## What you will do:
Every line of the listing should be transcribed exactly, with nothing left out.

## Excerpted records:

....

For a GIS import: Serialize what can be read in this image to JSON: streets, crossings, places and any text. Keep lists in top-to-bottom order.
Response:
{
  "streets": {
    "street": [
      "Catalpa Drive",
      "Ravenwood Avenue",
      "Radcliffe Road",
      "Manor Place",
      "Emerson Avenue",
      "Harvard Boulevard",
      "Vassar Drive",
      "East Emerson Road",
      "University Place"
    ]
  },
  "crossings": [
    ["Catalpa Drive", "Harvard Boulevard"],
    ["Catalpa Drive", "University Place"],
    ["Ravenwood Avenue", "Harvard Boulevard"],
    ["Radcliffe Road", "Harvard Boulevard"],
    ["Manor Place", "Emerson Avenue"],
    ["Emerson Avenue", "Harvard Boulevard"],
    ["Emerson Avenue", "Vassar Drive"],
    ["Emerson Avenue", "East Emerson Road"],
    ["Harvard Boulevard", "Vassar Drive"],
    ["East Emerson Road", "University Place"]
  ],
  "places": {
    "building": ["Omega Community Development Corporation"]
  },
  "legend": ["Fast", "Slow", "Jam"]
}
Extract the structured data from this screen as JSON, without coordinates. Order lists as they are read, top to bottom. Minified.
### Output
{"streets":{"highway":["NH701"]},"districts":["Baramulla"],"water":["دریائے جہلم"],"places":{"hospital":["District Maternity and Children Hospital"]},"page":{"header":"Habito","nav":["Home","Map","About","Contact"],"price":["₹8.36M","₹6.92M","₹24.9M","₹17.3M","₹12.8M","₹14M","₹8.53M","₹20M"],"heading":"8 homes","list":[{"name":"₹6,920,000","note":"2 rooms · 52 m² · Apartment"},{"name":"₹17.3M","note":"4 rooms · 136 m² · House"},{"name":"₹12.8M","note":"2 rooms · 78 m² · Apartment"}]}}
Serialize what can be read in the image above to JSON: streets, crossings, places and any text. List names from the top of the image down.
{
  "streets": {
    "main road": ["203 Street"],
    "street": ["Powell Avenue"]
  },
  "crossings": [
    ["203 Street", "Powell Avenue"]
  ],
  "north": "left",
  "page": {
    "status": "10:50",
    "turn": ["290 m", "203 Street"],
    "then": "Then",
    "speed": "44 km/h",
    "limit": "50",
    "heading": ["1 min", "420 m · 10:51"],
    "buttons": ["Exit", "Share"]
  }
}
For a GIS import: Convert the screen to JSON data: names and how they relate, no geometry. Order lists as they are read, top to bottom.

....

## Written solution:
For a GIS import: Serialize what can be read in this image to JSON: streets, crossings, places and any text. Keep lists in top-to-bottom order.
Response:
{
  "streets": {
    "street": [
      "Catalpa Drive",
      "Ravenwood Avenue",
      "Radcliffe Road",
      "Manor Place",
      "Emerson Avenue",
      "Harvard Boulevard",
      "Vassar Drive",
      "East Emerson Road",
      "University Place"
    ]
  },
  "crossings": [
    ["Catalpa Drive", "Harvard Boulevard"],
    ["Catalpa Drive", "University Place"],
    ["Ravenwood Avenue", "Harvard Boulevard"],
    ["Radcliffe Road", "Harvard Boulevard"],
    ["Manor Place", "Emerson Avenue"],
    ["Emerson Avenue", "Harvard Boulevard"],
    ["Emerson Avenue", "Vassar Drive"],
    ["Emerson Avenue", "East Emerson Road"],
    ["Harvard Boulevard", "Vassar Drive"],
    ["East Emerson Road", "University Place"]
  ],
  "places": {
    "building": ["Omega Community Development Corporation"]
  },
  "legend": ["Fast", "Slow", "Jam"]
}
Extract the structured data from this screen as JSON, without coordinates. Order lists as they are read, top to bottom. Minified.
### Output
{"streets":{"highway":["NH701"]},"districts":["Baramulla"],"water":["دریائے جہلم"],"places":{"hospital":["District Maternity and Children Hospital"]},"page":{"header":"Habito","nav":["Home","Map","About","Contact"],"price":["₹8.36M","₹6.92M","₹24.9M","₹17.3M","₹12.8M","₹14M","₹8.53M","₹20M"],"heading":"8 homes","list":[{"name":"₹6,920,000","note":"2 rooms · 52 m² · Apartment"},{"name":"₹17.3M","note":"4 rooms · 136 m² · House"},{"name":"₹12.8M","note":"2 rooms · 78 m² · Apartment"}]}}
Serialize what can be read in the image above to JSON: streets, crossings, places and any text. List names from the top of the image down.
{
  "streets": {
    "main road": ["203 Street"],
    "street": ["Powell Avenue"]
  },
  "crossings": [
    ["203 Street", "Powell Avenue"]
  ],
  "north": "left",
  "page": {
    "status": "10:50",
    "turn": ["290 m", "203 Street"],
    "then": "Then",
    "speed": "44 km/h",
    "limit": "50",
    "heading": ["1 min", "420 m · 10:51"],
    "buttons": ["Exit", "Share"]
  }
}
For a GIS import: Convert the screen to JSON data: names and how they relate, no geometry. Order lists as they are read, top to bottom.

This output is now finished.